Restate each of the lines below word for word and drop every picture.

=== Listed entries ===

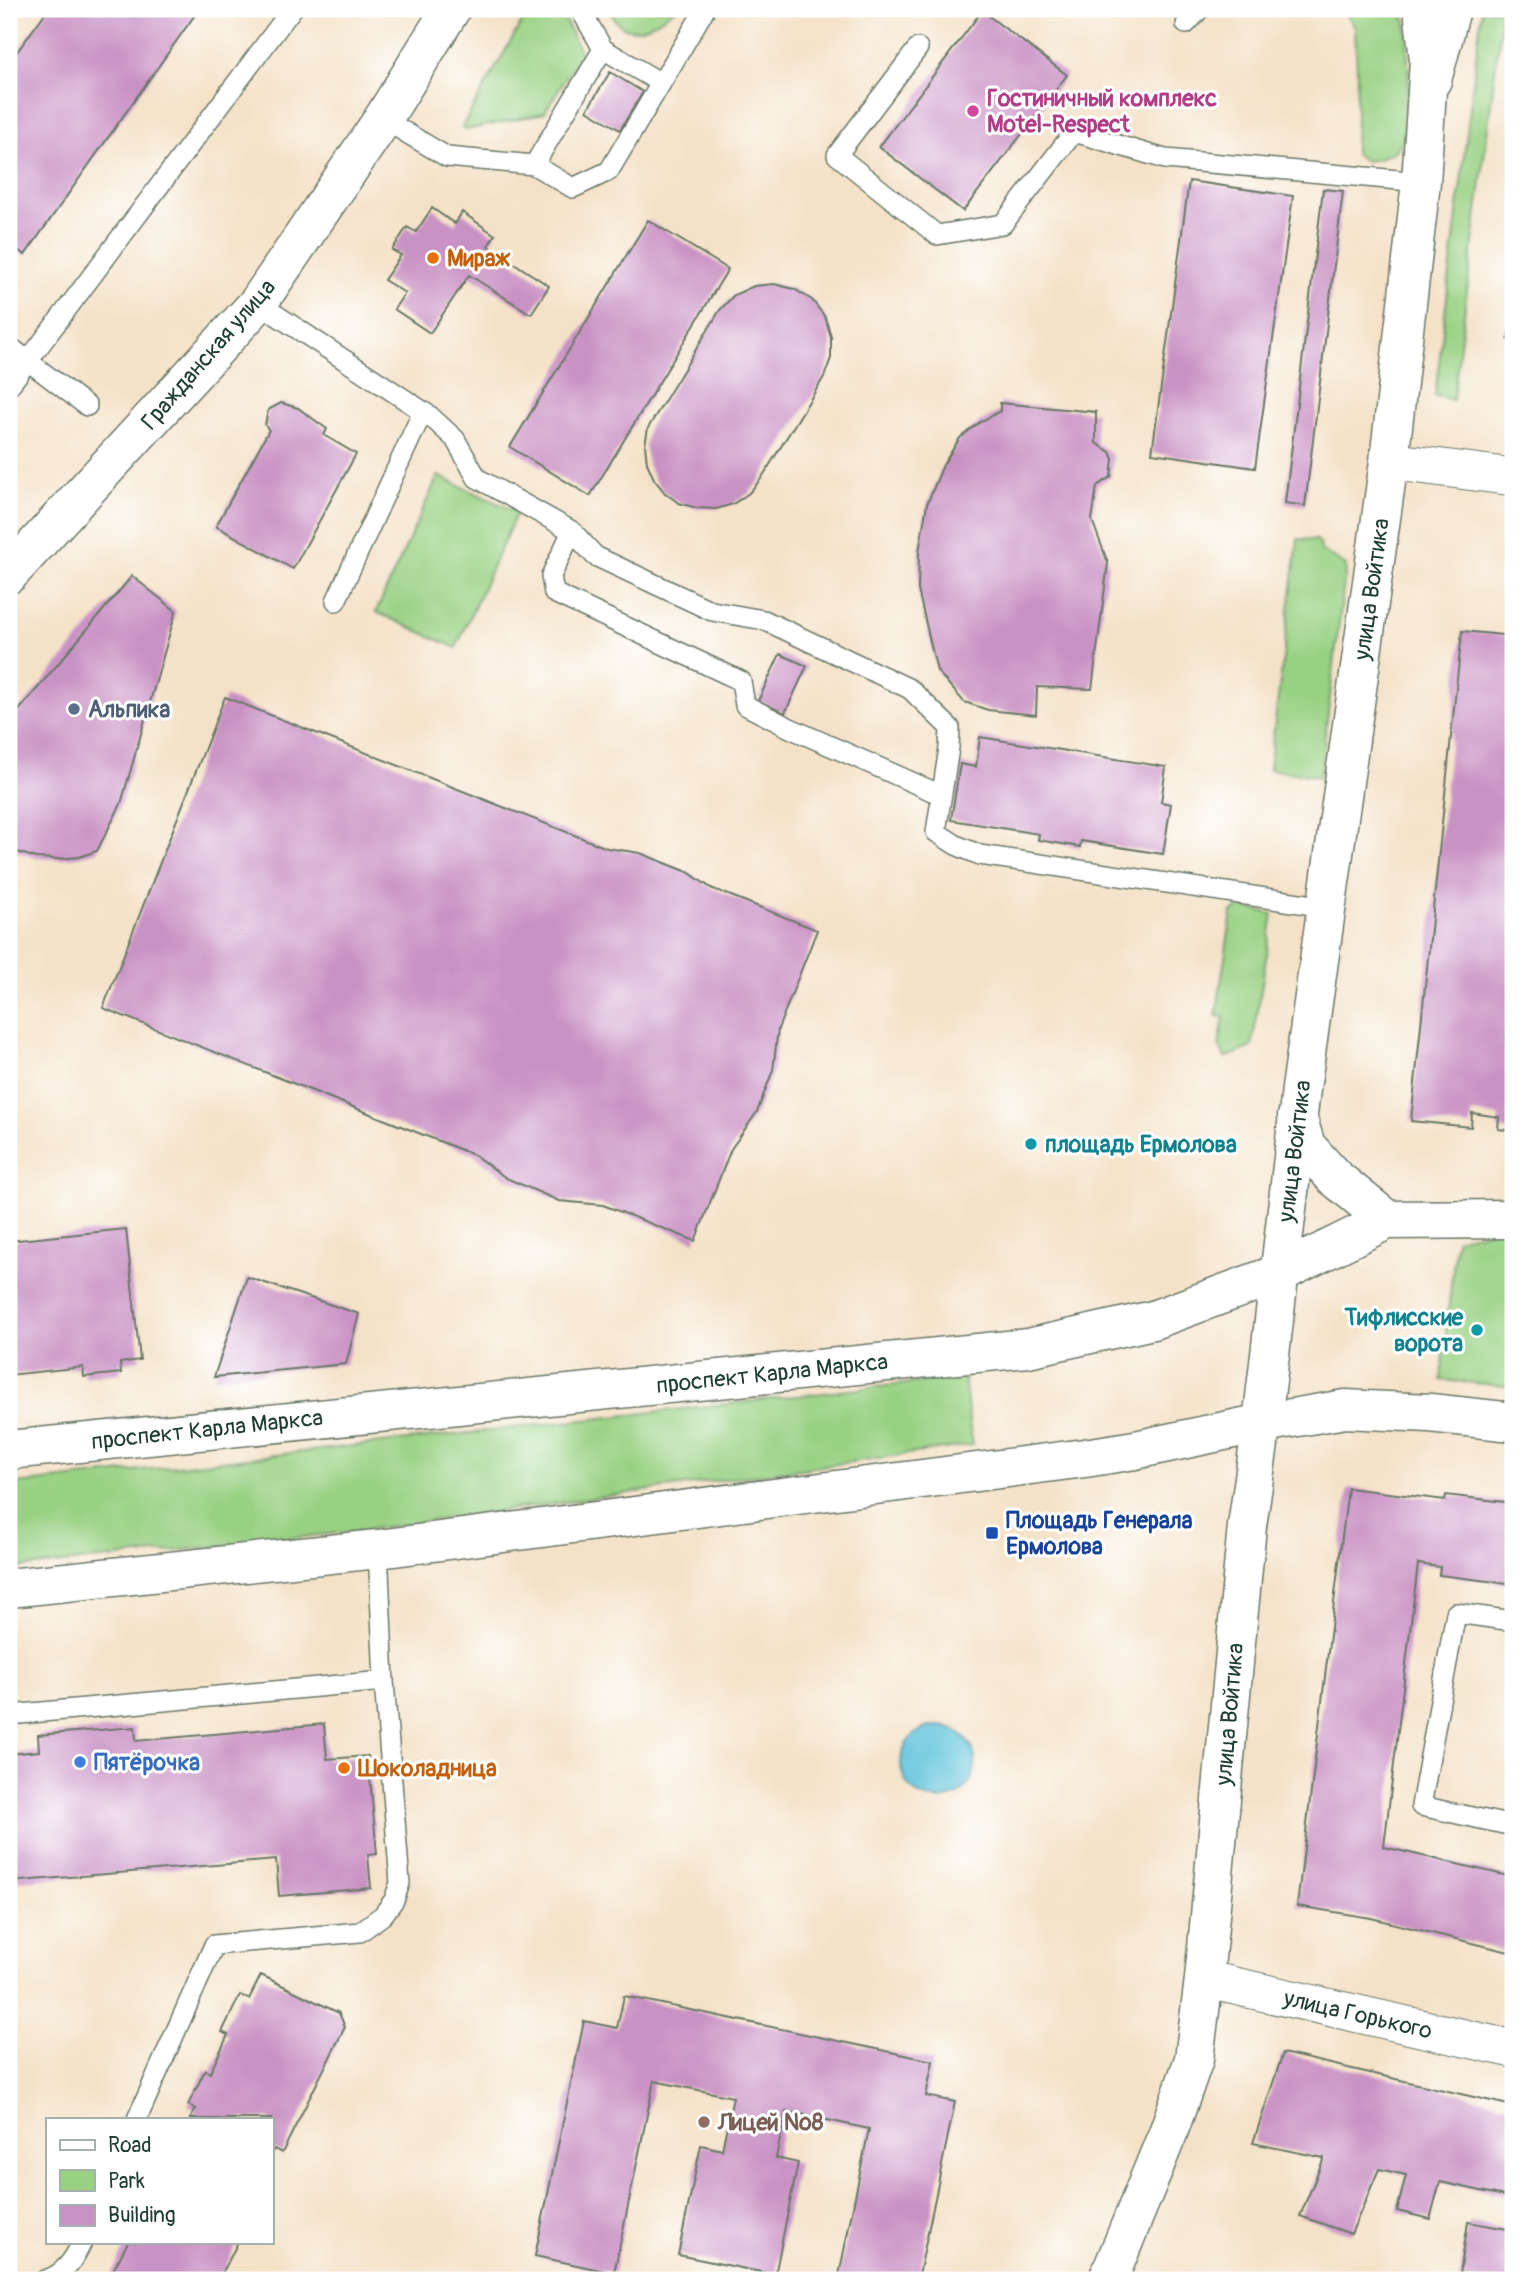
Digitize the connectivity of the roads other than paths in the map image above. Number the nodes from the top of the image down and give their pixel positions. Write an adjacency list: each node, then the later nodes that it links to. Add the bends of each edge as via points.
1 (292, 9): 18 (lane)
2 (451, 9): 13 (main road, Гражданская улица)
3 (580, 9): 10 (lane)
4 (705, 9): 11 (lane)
5 (1200, 9): 8 (lane)
6 (1423, 9): 12 (main road, улица Войтика, via 1429,60)
7 (1451, 9): 12 (main road)
8 (1186, 24)
9 (918, 48): 15 (lane, via 837,155 937,235 1003,224 1074,132 1165,159)
10 (603, 49): 11 (lane); 14 (lane)
11 (661, 83): 14 (lane, via 608,172 573,188)
12 (1426, 103): 15 (main road, улица Войтика)
13 (383, 119): 14 (lane, via 447,157); 16 (main road, Гражданская улица)
14 (534, 165)
15 (1420, 182): 22 (main road, улица Войтика)
16 (258, 303): 21 (lane); 25 (main road, Гражданская улица)
17 (9, 346): 18 (lane)
18 (28, 361): 19 (lane); 20 (lane)
19 (9, 386)
20 (87, 406)
21 (423, 411): 24 (lane, via 455,439 477,478); 26 (lane)
22 (1389, 461): 23 (street); 28 (main road, улица Войтика)
23 (1513, 477)
24 (572, 531): 27 (lane, via 595,556 688,600 712,611 764,620 910,689 950,728); 27 (lane, via 551,576 554,593 741,681 745,705)
25 (9, 574)
26 (336, 601)
27 (941, 794): 28 (lane, via 936,832 980,855)
28 (1326, 907): 29 (main road, улица Войтика)
29 (1297, 1115): 31 (main road, улица Войтика, via 1306,1146 1334,1177); 32 (main road, улица Войтика)
30 (1513, 1219): 31 (main road, проспект Карла Маркса)
31 (1387, 1220): 32 (main road, проспект Карла Маркса)
32 (1280, 1273): 34 (main road, улица Войтика); 35 (main road, проспект Карла Маркса, via 1153,1320 1028,1348)
33 (1513, 1422): 34 (main road, via 1345,1409)
34 (1262, 1423): 36 (main road, via 1085,1458); 42 (main road, улица Войтика, via 1247,1526)
35 (9, 1450)
36 (378, 1549): 37 (main road); 39 (lane)
37 (9, 1588)
38 (1513, 1620): 41 (lane, via 1456,1613 1421,1806)
39 (384, 1681): 40 (lane); 44 (lane, via 400,1883 394,1900 360,1932 214,1945)
40 (9, 1715)
41 (1513, 1826)
42 (1204, 1979): 43 (street, улица Горького); 47 (main road, улица Войтика, via 1194,2060)
43 (1513, 2049)
44 (137, 2118)
45 (81, 2244): 46 (lane, via 75,2258 54,2278)
46 (45, 2280)
47 (1108, 2280)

===

▸ Output for this exercise
Digitize the connectivity of the roads other than paths in the map image above. Number the nodes from the top of the image down and give their pixel positions. Write an adjacency list: each node, then the later nodes that it links to. Add the bends of each edge as via points.
1 (292, 9): 18 (lane)
2 (451, 9): 13 (main road, Гражданская улица)
3 (580, 9): 10 (lane)
4 (705, 9): 11 (lane)
5 (1200, 9): 8 (lane)
6 (1423, 9): 12 (main road, улица Войтика, via 1429,60)
7 (1451, 9): 12 (main road)
8 (1186, 24)
9 (918, 48): 15 (lane, via 837,155 937,235 1003,224 1074,132 1165,159)
10 (603, 49): 11 (lane); 14 (lane)
11 (661, 83): 14 (lane, via 608,172 573,188)
12 (1426, 103): 15 (main road, улица Войтика)
13 (383, 119): 14 (lane, via 447,157); 16 (main road, Гражданская улица)
14 (534, 165)
15 (1420, 182): 22 (main road, улица Войтика)
16 (258, 303): 21 (lane); 25 (main road, Гражданская улица)
17 (9, 346): 18 (lane)
18 (28, 361): 19 (lane); 20 (lane)
19 (9, 386)
20 (87, 406)
21 (423, 411): 24 (lane, via 455,439 477,478); 26 (lane)
22 (1389, 461): 23 (street); 28 (main road, улица Войтика)
23 (1513, 477)
24 (572, 531): 27 (lane, via 595,556 688,600 712,611 764,620 910,689 950,728); 27 (lane, via 551,576 554,593 741,681 745,705)
25 (9, 574)
26 (336, 601)
27 (941, 794): 28 (lane, via 936,832 980,855)
28 (1326, 907): 29 (main road, улица Войтика)
29 (1297, 1115): 31 (main road, улица Войтика, via 1306,1146 1334,1177); 32 (main road, улица Войтика)
30 (1513, 1219): 31 (main road, проспект Карла Маркса)
31 (1387, 1220): 32 (main road, проспект Карла Маркса)
32 (1280, 1273): 34 (main road, улица Войтика); 35 (main road, проспект Карла Маркса, via 1153,1320 1028,1348)
33 (1513, 1422): 34 (main road, via 1345,1409)
34 (1262, 1423): 36 (main road, via 1085,1458); 42 (main road, улица Войтика, via 1247,1526)
35 (9, 1450)
36 (378, 1549): 37 (main road); 39 (lane)
37 (9, 1588)
38 (1513, 1620): 41 (lane, via 1456,1613 1421,1806)
39 (384, 1681): 40 (lane); 44 (lane, via 400,1883 394,1900 360,1932 214,1945)
40 (9, 1715)
41 (1513, 1826)
42 (1204, 1979): 43 (street, улица Горького); 47 (main road, улица Войтика, via 1194,2060)
43 (1513, 2049)
44 (137, 2118)
45 (81, 2244): 46 (lane, via 75,2258 54,2278)
46 (45, 2280)
47 (1108, 2280)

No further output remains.